Investment in Phase Two is estimated at $16 billion, compared to the
$5 billion invested in Phase One. Facing such investment costs, the
international consortium as well as the Azerbaijani government needs
long-term stable arrangements for transit via Turkey and marketing in
Europe.

Meanwhile, Russia proposes to buy up all available volumes of
Azerbaijani gas at attractive prices. Following repeated offers since
June 2008 from the Kremlin, a memorandum of understanding was signed
on March 27, 2009, by the Azerbaijan’s State Oil Company with Gazprom.
Faced itself with a gas shortfall in the years ahead, Gazprom could
use Azerbaijani gas either for consumption in southern regions of
Russia or for re-export to Europe as "Russian" gas through the
Gazprom-planned South Stream pipeline.

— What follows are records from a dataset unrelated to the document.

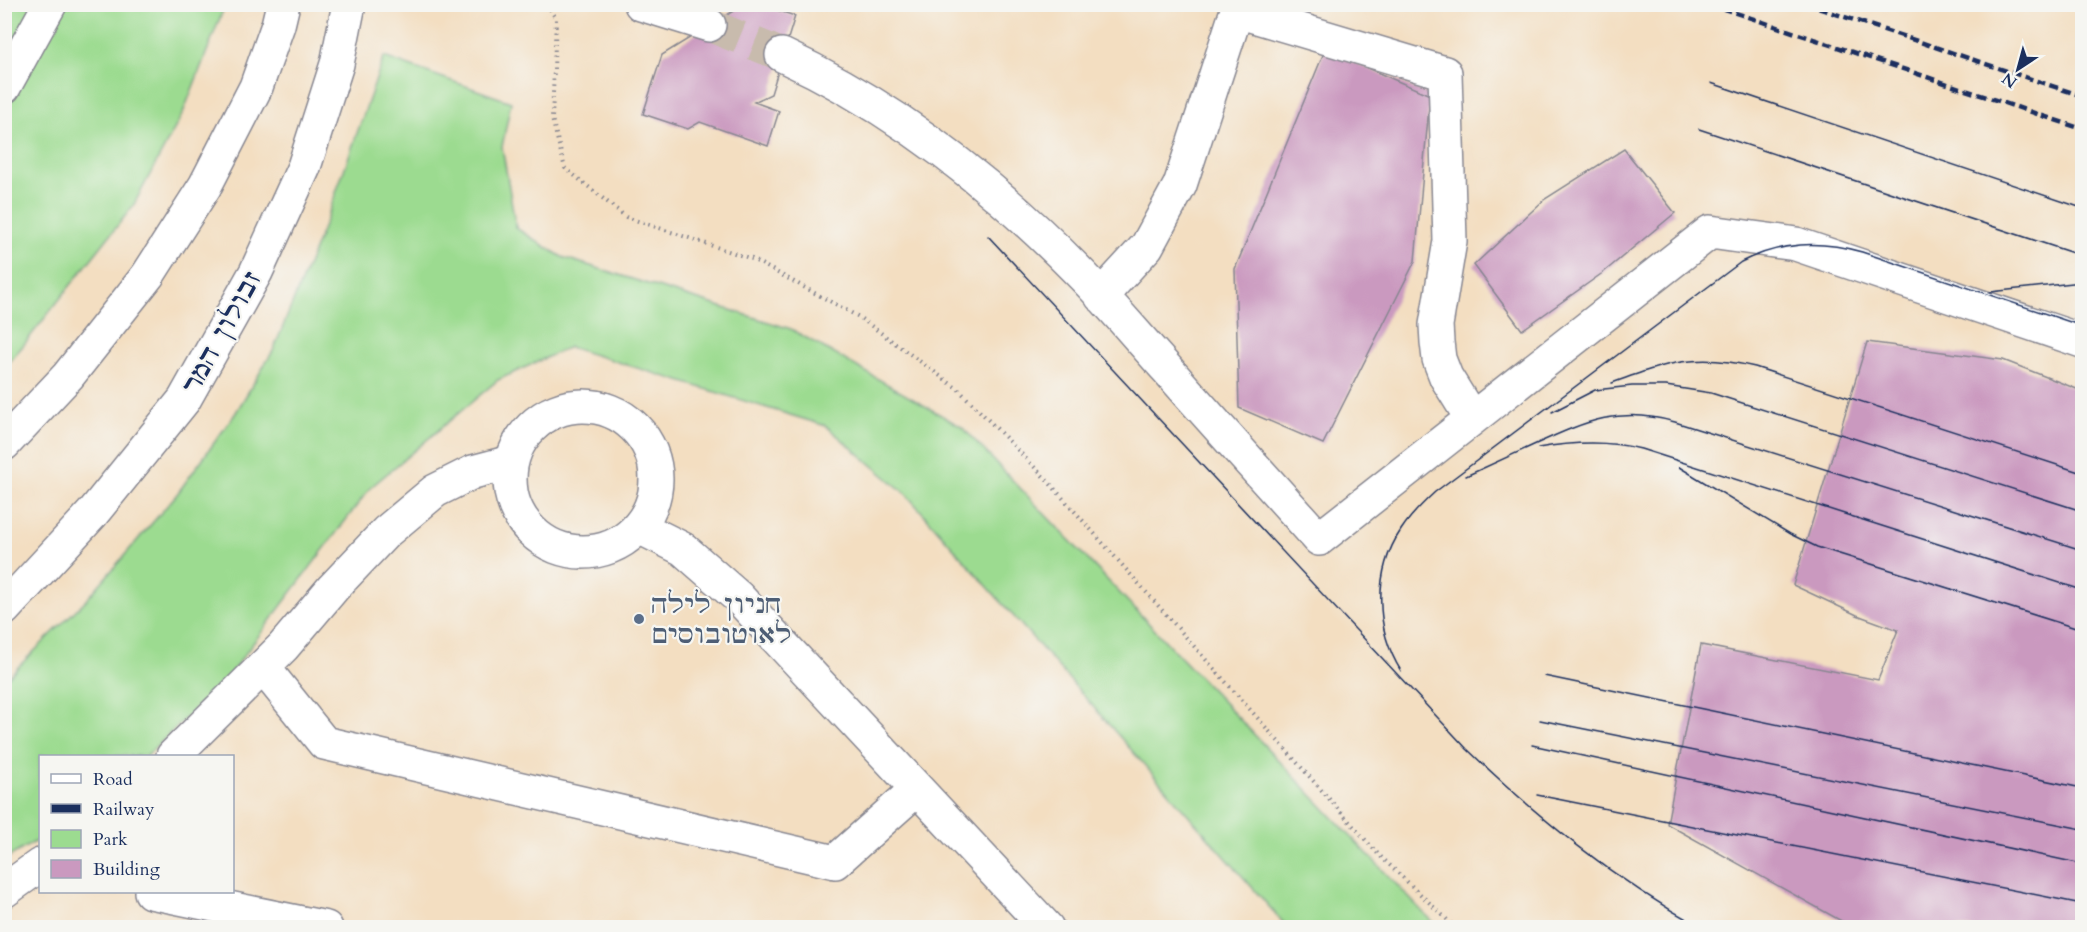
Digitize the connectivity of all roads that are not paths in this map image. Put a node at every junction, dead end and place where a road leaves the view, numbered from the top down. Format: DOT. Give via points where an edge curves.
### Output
graph roads {
  1 [pos="50,4"];
  2 [pos="349,4"];
  3 [pos="641,4"];
  4 [pos="1238,8"];
  5 [pos="280,15"];
  6 [pos="709,25"];
  7 [pos="782,55"];
  8 [pos="4,87"];
  9 [pos="1101,296"];
  10 [pos="2082,341"];
  11 [pos="1472,419"];
  12 [pos="4,444"];
  13 [pos="511,462"];
  14 [pos="639,527"];
  15 [pos="4,609"];
  16 [pos="263,667"];
  17 [pos="174,755"];
  18 [pos="917,789"];
  19 [pos="39,867"];
  20 [pos="4,891"];
  21 [pos="161,893"];
  22 [pos="326,927"];
  23 [pos="1047,927"];
  1 -- 8 [label="main road"];
  2 -- 15 [label="main road, זבולון המר" via="337,64 304,167 261,262 184,400 92,514"];
  3 -- 6 [label="main road"];
  4 -- 9 [label="main road" via="1180,185 1147,246"];
  4 -- 11 [label="main road" via="1445,74 1450,241 1437,317 1437,342 1446,377"];
  5 -- 12 [label="main road" via="256,87 205,186 148,274 68,376"];
  7 -- 9 [label="main road" via="867,99 950,155 1020,215"];
  9 -- 11 [label="main road" via="1319,539"];
  10 -- 11 [label="main road" via="1796,244 1710,232"];
  13 -- 14 [label="main road" via="510,486 516,510 530,529 549,544 573,552 597,551 620,543"];
  13 -- 14 [label="main road" via="519,441 552,411 573,405 596,406 617,413 635,426 656,465 651,509"];
  13 -- 16 [label="main road" via="473,472 435,491 386,532"];
  14 -- 18 [label="main road" via="683,549 738,597"];
  16 -- 17 [label="main road"];
  16 -- 18 [label="main road" via="324,743 835,862"];
  18 -- 23 [label="main road"];
  19 -- 20 [label="main road"];
  21 -- 22 [label="main road"];
}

Russian officials have alluded
to both possibilities.

Underscoring Moscow’s interest, Valery Yazev -head of Russia’s Gas
Society and vice-chairman of the Duma- proposes that "Russia must
offer the highest possible price for Azerbaijani gas," finance
modernization of the Soviet-era gas pipeline from Baku to the Russian
border, and sell Azerbaijani gas in Europe as Russian gas. As Yazev
makes clear, Moscow seeks to draw Azerbaijan into some bilateral
price-fixing arrangement at Europe’s expense: "What is Europe’s game?
It tries to crush the gas producers. Our countries need to coordinate
their positions. Azerbaijan is geographically closest to Europe among
gas-producing countries of this region. Therefore Moscow wants to
develop close interaction with Baku" (Interfax, Trend Capital, April
22, 24).

In effect, Russia is racing against the EU in Azerbaijan. Meanwhile,
Turkey’s AKP government is making it more difficult for the EU and
Azerbaijan jointly to win this race.